The latest statistics published today also confirm that for every COVID patient cared for by the NHS between January and March 2021, 18 other patients got treatment for non-COVID conditions, while NHS staff carried out 300,000 more diagnostic tests in March than in February.
Dame Cally Palmer, NHS Cancer Director said: “From COVID friendly cancer drugs to fast tracking specialist radiotherapy for patients, NHS staff have gone to great lengths to ensure cancer treatment could continue safely throughout the pandemic.
“It is welcome news that more people than ever before came forward for potentially life-saving checks in March, with the vast majority being seen very quickly.
“We are now going even further and faster in our ambitions to catch more cancers at an earlier stage so we can save more lives. And so our message has always been the same – please come forward if you have a worrying sign or symptom.”
During COVID-19, NHS teams have put a range of measures in place such as COVID protected cancer surgery hubs, so people could be treated safely, with more than 27,700 people starting their first NHS treatment for cancer during March, and more than 19 in 20 treated within the one month target.

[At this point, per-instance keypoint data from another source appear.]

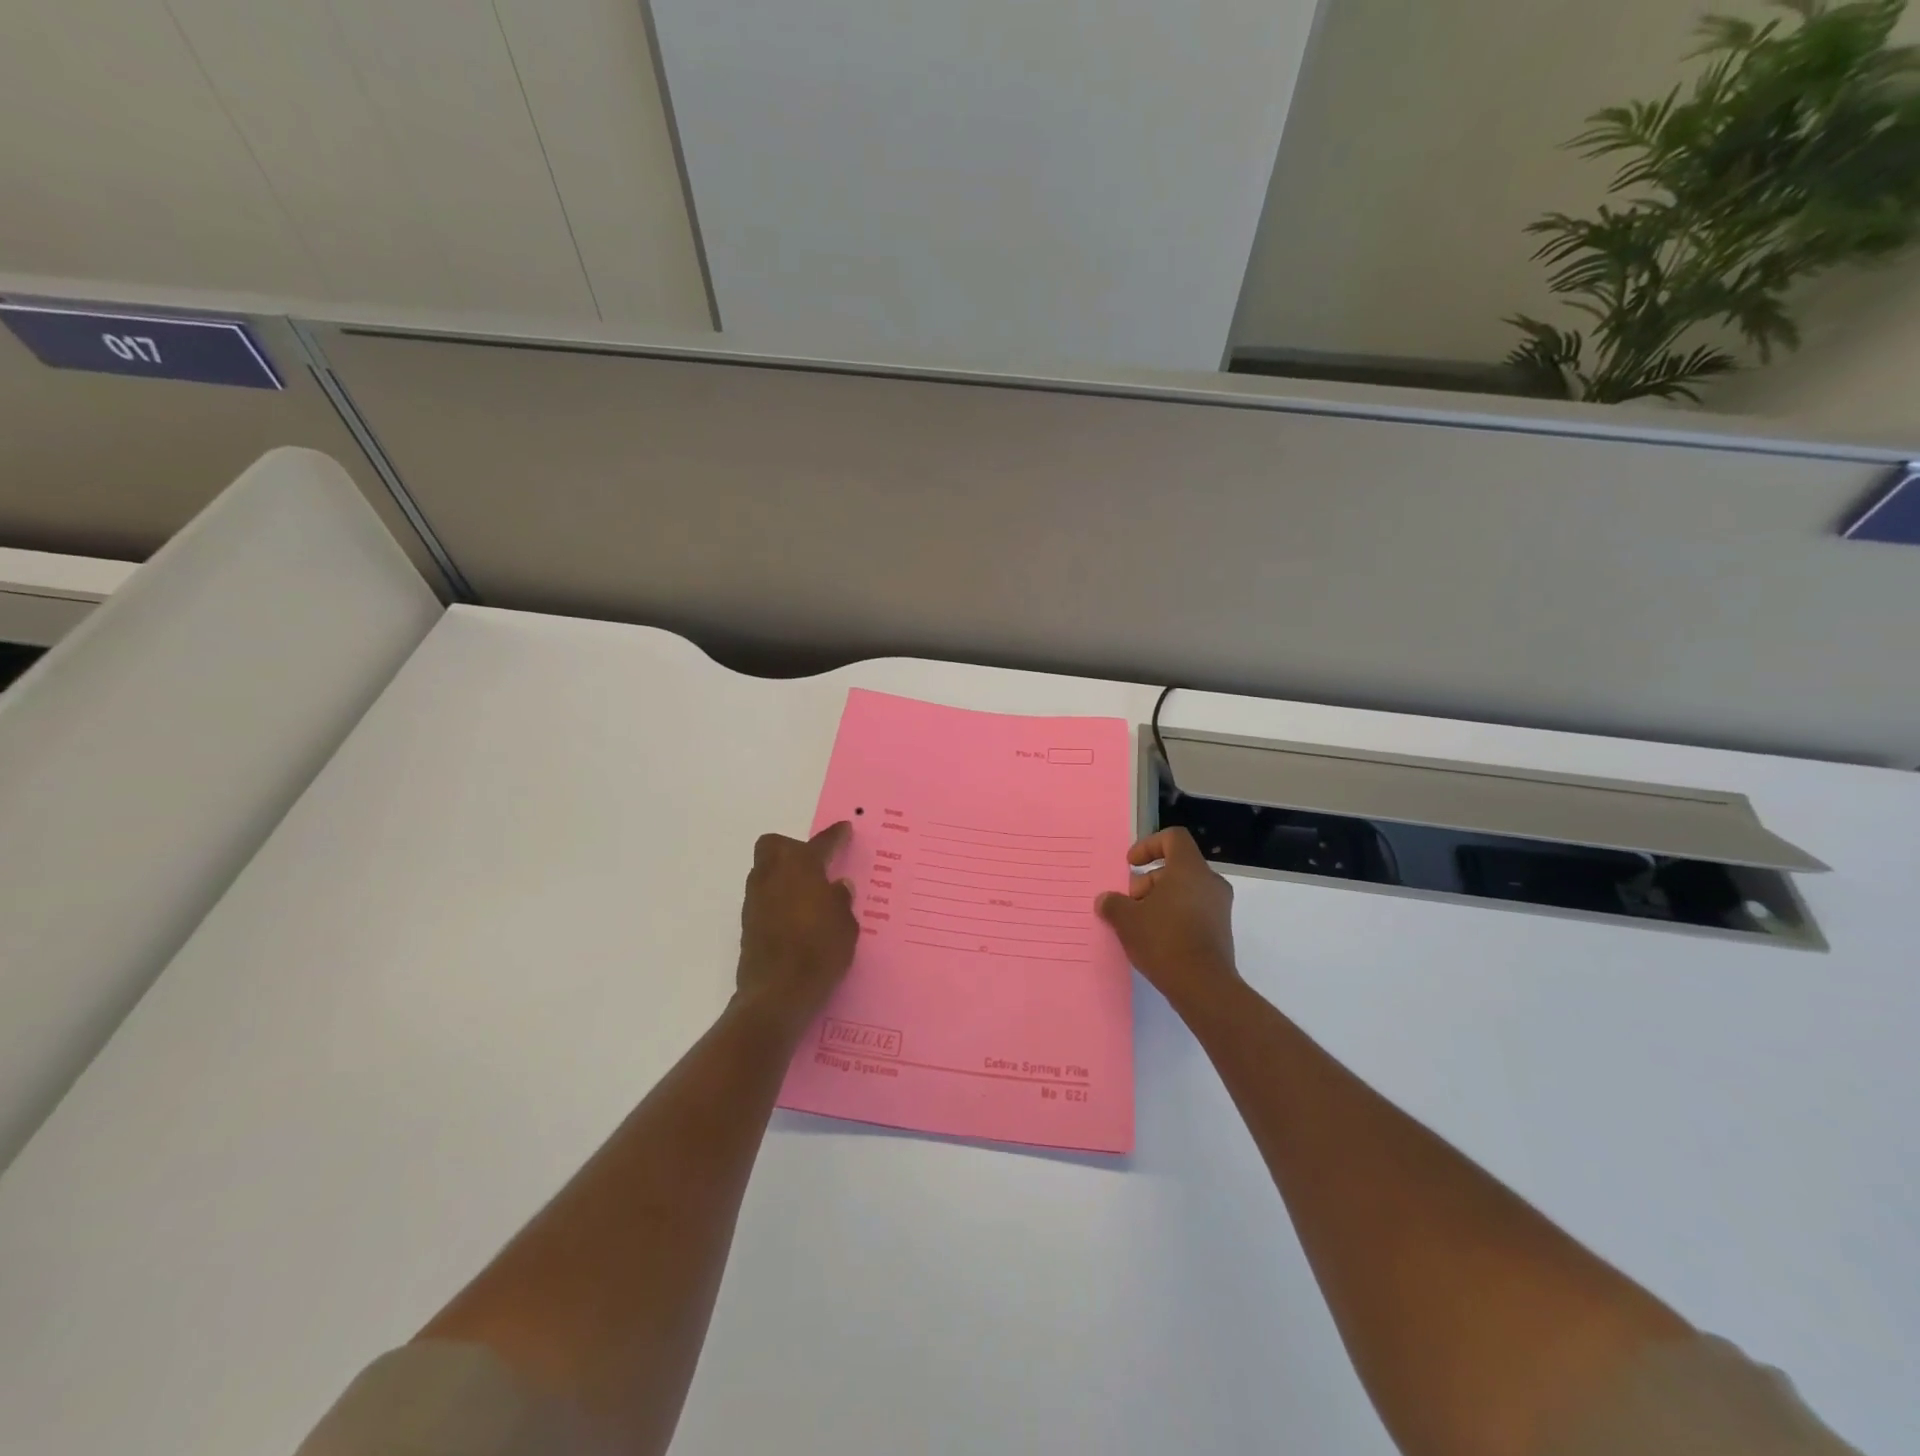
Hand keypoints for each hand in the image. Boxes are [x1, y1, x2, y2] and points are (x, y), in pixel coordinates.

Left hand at [735, 822, 858, 1030]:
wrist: (778, 993)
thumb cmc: (820, 951)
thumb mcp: (846, 925)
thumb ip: (841, 901)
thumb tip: (837, 888)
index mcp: (801, 867)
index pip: (821, 843)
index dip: (835, 836)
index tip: (844, 829)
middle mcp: (773, 875)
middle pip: (775, 846)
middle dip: (793, 849)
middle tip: (815, 866)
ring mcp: (755, 899)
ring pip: (765, 871)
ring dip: (783, 875)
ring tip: (807, 895)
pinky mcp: (747, 923)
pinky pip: (763, 897)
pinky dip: (777, 899)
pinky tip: (795, 918)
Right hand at [1097, 828, 1239, 1013]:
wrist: (1203, 986)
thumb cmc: (1164, 940)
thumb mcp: (1127, 920)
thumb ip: (1113, 904)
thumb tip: (1105, 900)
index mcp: (1189, 869)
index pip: (1173, 838)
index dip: (1148, 845)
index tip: (1131, 866)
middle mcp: (1209, 882)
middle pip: (1176, 867)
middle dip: (1148, 881)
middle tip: (1130, 903)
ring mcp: (1219, 907)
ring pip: (1184, 891)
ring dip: (1159, 901)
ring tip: (1139, 925)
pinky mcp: (1221, 930)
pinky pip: (1193, 911)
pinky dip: (1174, 917)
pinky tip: (1156, 940)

The NHS has treated around 400,000 COVID hospital inpatients since the start of pandemic, including more than 100,000 in a single month alone, at the start of 2021.
The NHS is now seeking to accelerate the recovery of care services by trialling new ways of working in a dozen areas across England and five specialist children’s hospitals.
NHS elective accelerators will each receive a share of £160 million along with additional support to implement and evaluate innovative ways to increase the number of elective operations they deliver.
Professor Stephen Powis, National Medical Director for the NHS in England, said: “The NHS is ahead of progress in getting back to its pre-pandemic levels for routine care, and in March delivered 300,000 more diagnostic tests than in the previous month, while continuing to help more than 12,000 seriously ill people with COVID and also making world-beating progress towards giving out more than 45 million COVID vaccine doses.
“But we want to go further and faster on this recovery, which is why we’re investing £160 million on ways to tackle waiting lists and putting in place practical plans to speed up non-urgent operations, while also maintaining progress in vaccinating the country against COVID-19.”
In the first three months of 2021, the NHS treated over 150,000 COVID patients and admitted a further 2.75 million non-COVID patients.
Operations and other elective activity are already at four fifths of pre-pandemic levels in April this year, well ahead of the 70% target set out in official guidance.
Median waits for routine operations fell last month – from 12.6 weeks last month to 11.6 weeks – which is also significantly down from 19.6 weeks in July.
52 week waits are still below the previous historic high of 579,000 in August 2007.
The progress on routine care and maintaining of cancer services came despite NHS staff still dealing with thousands of COVID patients, having to take additional steps such as infection control measures to keep patients safe and rolling out the largest vaccination programme in health service history.